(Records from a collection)
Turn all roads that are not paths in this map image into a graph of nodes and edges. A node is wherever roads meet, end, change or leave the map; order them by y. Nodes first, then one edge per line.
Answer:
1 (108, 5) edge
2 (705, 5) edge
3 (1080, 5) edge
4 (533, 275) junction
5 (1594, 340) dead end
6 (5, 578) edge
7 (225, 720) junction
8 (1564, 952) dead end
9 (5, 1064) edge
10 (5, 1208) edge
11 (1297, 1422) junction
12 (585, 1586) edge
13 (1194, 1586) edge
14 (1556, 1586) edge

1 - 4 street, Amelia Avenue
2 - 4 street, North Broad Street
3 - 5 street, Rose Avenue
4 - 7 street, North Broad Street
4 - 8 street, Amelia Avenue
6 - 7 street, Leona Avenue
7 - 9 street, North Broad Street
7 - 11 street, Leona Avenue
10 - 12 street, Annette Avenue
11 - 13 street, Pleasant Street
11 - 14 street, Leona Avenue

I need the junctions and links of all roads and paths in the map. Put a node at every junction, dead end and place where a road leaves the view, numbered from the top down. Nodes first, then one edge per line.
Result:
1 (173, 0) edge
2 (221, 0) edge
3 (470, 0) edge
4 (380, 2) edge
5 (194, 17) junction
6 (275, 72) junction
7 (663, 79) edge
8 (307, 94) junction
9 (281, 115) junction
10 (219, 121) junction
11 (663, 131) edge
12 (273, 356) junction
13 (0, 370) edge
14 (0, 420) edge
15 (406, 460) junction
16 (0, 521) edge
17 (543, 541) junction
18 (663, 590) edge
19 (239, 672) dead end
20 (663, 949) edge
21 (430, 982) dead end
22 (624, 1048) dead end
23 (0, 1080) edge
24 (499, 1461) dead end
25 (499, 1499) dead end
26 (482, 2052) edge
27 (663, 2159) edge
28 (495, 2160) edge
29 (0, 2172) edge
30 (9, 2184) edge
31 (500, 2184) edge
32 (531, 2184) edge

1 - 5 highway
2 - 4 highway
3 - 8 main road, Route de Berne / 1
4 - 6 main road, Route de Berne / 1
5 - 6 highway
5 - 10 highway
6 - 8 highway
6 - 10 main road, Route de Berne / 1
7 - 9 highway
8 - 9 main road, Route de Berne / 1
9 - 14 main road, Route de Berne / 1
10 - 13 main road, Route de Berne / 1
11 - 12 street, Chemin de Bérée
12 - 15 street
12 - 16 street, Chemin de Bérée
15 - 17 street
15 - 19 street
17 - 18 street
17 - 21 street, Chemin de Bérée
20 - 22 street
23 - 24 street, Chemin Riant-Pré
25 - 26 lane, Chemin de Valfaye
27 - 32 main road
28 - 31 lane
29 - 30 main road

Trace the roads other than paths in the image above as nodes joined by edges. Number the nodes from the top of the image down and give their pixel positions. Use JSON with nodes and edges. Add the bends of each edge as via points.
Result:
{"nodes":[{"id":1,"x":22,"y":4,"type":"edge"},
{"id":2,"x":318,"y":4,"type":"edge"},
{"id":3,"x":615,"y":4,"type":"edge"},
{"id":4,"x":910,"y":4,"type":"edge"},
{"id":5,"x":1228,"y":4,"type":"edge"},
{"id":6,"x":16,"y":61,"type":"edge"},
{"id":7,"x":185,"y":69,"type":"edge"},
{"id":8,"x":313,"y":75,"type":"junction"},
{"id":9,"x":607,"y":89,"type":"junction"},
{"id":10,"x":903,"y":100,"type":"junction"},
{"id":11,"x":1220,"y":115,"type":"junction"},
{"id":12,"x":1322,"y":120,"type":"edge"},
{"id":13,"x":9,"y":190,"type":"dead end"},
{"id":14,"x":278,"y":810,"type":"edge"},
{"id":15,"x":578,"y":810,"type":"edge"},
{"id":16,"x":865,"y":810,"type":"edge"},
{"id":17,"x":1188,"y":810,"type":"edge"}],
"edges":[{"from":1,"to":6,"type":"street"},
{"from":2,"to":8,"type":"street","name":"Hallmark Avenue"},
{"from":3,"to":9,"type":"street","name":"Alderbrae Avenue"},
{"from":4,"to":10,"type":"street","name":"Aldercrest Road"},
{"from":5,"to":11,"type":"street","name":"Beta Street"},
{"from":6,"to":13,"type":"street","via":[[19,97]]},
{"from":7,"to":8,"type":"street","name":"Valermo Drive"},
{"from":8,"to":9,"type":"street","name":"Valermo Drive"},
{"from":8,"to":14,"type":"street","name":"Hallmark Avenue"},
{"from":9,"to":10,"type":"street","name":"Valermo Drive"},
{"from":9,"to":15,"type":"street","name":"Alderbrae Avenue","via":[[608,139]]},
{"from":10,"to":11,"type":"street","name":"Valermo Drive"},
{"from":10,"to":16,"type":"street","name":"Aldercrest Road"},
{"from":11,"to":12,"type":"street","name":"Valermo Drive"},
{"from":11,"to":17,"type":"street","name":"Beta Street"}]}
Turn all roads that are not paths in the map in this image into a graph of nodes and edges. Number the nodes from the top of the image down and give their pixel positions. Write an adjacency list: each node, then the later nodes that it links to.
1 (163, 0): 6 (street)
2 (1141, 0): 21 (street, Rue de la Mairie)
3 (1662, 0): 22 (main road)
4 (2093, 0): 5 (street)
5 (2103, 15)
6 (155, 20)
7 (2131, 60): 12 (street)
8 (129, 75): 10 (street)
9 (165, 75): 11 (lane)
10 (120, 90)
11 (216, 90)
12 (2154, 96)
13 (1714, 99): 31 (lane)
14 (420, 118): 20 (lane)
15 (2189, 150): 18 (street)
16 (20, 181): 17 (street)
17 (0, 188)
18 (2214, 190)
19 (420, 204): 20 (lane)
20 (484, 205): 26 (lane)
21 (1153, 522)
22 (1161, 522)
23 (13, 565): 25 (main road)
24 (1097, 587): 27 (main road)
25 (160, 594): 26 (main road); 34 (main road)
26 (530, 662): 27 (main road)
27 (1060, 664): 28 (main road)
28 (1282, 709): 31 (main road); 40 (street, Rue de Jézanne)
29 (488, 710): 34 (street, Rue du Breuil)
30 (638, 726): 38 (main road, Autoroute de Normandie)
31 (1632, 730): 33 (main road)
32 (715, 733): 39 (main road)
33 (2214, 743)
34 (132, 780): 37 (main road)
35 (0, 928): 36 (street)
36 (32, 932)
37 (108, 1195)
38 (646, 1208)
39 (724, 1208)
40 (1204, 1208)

● Exercise details
Your response should be the lines of the entries above that include the string "first".

● Expected answer
Turn all roads that are not paths in this map image into a graph of nodes and edges. A node is wherever roads meet, end, change or leave the map; order them by y. Nodes first, then one edge per line.
I need the junctions and links of all roads and paths in the map. Put a node at every junction, dead end and place where a road leaves the view, numbered from the top down. Nodes first, then one edge per line.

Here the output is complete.